Post by Caoimhghín »

David N. Snyder wrote:Interesting. I've been recently reading up on some of the EBT and early Buddhism. Do you know when the Mahāsāṃghikas adopted the Dharmakāya? They are a very early school, originating right after the pre-sectarian period.
Also, another perspective that should have representation:

The above is predicated on a primarily archaeological perspective that deals with extant manuscripts as-they-are to argue that the text-critical method is ignoring a certain amount of complicated literature that challenges the convergence-theory that informs (rightly) many of the methods utilized in text-critical studies of early Buddhism.

Now that I have spoken mildly critically of it, I should defend the merits of the text-critical approach. The text-critical approach is essentially interested in finding shared literature and common parallels between what are otherwise collections of Buddhavacana that are preserved in the context of sectarian Buddhism. No literary documents survive that contain Buddhavacana from presectarian Buddhism.
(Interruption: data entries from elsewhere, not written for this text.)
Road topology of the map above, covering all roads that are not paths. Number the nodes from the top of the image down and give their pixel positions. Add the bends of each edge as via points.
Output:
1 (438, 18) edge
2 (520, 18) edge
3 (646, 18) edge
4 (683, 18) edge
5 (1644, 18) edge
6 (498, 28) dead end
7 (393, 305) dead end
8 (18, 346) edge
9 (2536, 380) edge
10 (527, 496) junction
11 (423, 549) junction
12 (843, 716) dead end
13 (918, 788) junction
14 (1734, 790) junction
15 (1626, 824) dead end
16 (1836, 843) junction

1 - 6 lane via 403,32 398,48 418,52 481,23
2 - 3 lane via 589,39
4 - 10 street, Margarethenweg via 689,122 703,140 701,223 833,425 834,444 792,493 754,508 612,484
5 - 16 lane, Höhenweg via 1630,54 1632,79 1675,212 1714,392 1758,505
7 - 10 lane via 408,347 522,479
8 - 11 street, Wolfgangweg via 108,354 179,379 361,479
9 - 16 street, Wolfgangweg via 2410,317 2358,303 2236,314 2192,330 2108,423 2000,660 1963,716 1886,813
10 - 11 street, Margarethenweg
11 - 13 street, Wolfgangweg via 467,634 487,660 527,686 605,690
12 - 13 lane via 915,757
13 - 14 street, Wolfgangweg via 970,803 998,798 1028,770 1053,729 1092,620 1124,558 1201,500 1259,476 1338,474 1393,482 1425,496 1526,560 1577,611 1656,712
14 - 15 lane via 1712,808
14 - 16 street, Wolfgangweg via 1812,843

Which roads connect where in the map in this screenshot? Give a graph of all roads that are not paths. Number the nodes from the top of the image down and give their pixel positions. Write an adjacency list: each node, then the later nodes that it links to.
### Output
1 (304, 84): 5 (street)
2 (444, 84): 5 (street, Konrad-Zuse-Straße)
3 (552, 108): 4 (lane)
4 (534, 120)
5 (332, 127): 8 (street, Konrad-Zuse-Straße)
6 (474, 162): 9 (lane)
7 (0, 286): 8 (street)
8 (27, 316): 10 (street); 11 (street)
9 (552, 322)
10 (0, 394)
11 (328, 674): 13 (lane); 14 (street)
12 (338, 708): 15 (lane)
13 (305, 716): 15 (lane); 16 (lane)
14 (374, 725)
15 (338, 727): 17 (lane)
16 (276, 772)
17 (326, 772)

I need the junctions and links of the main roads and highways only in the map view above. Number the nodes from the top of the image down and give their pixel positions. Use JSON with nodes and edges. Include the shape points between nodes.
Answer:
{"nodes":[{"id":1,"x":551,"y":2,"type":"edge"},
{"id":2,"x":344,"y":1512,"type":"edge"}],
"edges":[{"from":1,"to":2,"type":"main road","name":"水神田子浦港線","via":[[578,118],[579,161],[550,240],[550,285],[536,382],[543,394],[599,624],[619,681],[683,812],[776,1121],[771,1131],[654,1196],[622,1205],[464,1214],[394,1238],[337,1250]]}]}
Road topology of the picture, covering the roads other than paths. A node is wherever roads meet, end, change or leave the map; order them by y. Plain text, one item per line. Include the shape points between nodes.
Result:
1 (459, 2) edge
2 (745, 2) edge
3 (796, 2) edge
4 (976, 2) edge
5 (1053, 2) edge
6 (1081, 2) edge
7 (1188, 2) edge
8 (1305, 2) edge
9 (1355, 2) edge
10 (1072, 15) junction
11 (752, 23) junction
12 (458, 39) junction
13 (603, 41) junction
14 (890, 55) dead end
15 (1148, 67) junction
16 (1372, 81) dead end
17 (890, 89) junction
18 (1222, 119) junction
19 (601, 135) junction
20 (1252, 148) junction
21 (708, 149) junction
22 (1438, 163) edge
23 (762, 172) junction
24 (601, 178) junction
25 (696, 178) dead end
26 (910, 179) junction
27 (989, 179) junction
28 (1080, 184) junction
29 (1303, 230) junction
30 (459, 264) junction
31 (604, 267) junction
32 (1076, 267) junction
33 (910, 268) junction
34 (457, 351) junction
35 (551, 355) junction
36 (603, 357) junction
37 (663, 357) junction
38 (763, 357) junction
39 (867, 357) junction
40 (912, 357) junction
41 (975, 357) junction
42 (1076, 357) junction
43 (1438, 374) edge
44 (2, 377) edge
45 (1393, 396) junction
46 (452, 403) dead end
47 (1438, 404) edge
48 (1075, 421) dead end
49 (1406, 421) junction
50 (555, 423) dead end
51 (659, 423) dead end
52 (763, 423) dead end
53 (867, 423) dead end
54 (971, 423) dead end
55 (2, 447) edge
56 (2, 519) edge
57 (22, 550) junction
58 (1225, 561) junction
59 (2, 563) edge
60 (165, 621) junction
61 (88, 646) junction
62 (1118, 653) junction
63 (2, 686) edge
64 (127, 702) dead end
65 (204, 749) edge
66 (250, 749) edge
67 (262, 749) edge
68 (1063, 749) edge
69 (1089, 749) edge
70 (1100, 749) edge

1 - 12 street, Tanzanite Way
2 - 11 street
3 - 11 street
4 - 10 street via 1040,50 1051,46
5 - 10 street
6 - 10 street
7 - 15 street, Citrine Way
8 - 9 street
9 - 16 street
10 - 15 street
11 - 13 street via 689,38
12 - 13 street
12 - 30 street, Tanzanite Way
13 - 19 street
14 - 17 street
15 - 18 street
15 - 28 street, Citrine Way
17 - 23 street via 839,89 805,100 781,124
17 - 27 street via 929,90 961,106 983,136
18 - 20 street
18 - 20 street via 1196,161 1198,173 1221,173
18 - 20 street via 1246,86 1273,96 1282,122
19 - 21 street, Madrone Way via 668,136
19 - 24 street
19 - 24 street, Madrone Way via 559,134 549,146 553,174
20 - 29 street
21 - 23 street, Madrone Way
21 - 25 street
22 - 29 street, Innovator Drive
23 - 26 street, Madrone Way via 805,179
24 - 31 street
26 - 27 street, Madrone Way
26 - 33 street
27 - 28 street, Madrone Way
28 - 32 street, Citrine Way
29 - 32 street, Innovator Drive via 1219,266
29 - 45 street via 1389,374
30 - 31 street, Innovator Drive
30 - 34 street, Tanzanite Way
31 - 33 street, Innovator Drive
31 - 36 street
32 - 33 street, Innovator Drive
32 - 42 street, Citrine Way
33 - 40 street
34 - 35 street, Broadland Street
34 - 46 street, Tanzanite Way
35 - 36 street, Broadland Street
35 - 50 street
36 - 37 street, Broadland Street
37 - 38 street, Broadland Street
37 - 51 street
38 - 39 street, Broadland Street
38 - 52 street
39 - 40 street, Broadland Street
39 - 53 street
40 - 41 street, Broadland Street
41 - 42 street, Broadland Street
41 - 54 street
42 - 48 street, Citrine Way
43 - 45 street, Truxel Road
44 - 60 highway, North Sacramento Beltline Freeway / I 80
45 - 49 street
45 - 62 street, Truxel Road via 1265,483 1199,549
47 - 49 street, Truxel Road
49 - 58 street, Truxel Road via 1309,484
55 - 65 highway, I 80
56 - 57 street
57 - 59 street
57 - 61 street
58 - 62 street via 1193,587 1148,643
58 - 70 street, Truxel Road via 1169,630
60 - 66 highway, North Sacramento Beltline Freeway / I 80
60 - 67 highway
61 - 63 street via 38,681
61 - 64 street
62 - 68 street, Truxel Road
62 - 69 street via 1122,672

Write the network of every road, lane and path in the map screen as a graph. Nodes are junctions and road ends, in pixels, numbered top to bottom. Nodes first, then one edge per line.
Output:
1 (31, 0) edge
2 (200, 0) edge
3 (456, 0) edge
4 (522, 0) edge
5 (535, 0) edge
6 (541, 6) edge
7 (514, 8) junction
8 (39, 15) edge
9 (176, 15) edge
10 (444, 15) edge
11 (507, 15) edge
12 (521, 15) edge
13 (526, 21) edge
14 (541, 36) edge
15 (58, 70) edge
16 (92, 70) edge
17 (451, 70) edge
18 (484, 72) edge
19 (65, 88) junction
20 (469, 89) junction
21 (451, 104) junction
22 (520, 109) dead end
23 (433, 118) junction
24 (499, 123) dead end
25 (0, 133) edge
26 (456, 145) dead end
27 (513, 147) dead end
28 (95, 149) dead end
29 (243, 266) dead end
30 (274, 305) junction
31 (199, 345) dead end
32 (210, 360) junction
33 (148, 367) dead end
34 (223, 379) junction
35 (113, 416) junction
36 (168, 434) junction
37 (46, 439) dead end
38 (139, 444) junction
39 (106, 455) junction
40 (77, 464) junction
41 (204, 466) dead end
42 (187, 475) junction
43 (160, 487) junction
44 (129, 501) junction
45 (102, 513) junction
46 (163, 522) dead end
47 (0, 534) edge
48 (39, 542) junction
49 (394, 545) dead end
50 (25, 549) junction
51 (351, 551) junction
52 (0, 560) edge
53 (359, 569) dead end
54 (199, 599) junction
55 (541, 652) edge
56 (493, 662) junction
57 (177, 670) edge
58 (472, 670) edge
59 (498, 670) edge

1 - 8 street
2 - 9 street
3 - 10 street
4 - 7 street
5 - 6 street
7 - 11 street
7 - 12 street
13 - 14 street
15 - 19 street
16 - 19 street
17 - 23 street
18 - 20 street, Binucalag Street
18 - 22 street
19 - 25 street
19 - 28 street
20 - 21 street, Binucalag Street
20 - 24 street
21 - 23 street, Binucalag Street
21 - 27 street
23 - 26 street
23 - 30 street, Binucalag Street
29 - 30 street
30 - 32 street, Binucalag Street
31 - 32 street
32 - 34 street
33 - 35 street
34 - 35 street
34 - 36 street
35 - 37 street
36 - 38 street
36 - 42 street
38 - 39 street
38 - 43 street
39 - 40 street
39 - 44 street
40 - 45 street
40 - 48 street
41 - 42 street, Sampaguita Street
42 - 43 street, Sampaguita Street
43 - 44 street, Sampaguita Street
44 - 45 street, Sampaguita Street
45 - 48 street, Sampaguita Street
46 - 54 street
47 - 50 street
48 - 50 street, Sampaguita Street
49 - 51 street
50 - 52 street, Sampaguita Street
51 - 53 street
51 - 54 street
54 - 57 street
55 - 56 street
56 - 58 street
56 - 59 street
That being said, if many sectarian schools have a similar recension of a discourse, it is likely to be unchanged and "original", as these sects are unlikely to develop "new" Buddhavacana that agrees with itself across sectarian lines.
Then, the monks uttered this gāthā:

These bodies are like foam.
Them being frail, who can rejoice in them?
The Buddha attained the vajra-body.
Still, it becomes inconstant and ruined.
The many Buddhas are vajra-entities.
All are also subject to inconstancy.
Quickly ended, like melting snow --
how could things be different?

The Buddha passed into parinirvāṇa afterward.
(T1.27b10 Mahāparinirvāṇasūtra DĀ 2)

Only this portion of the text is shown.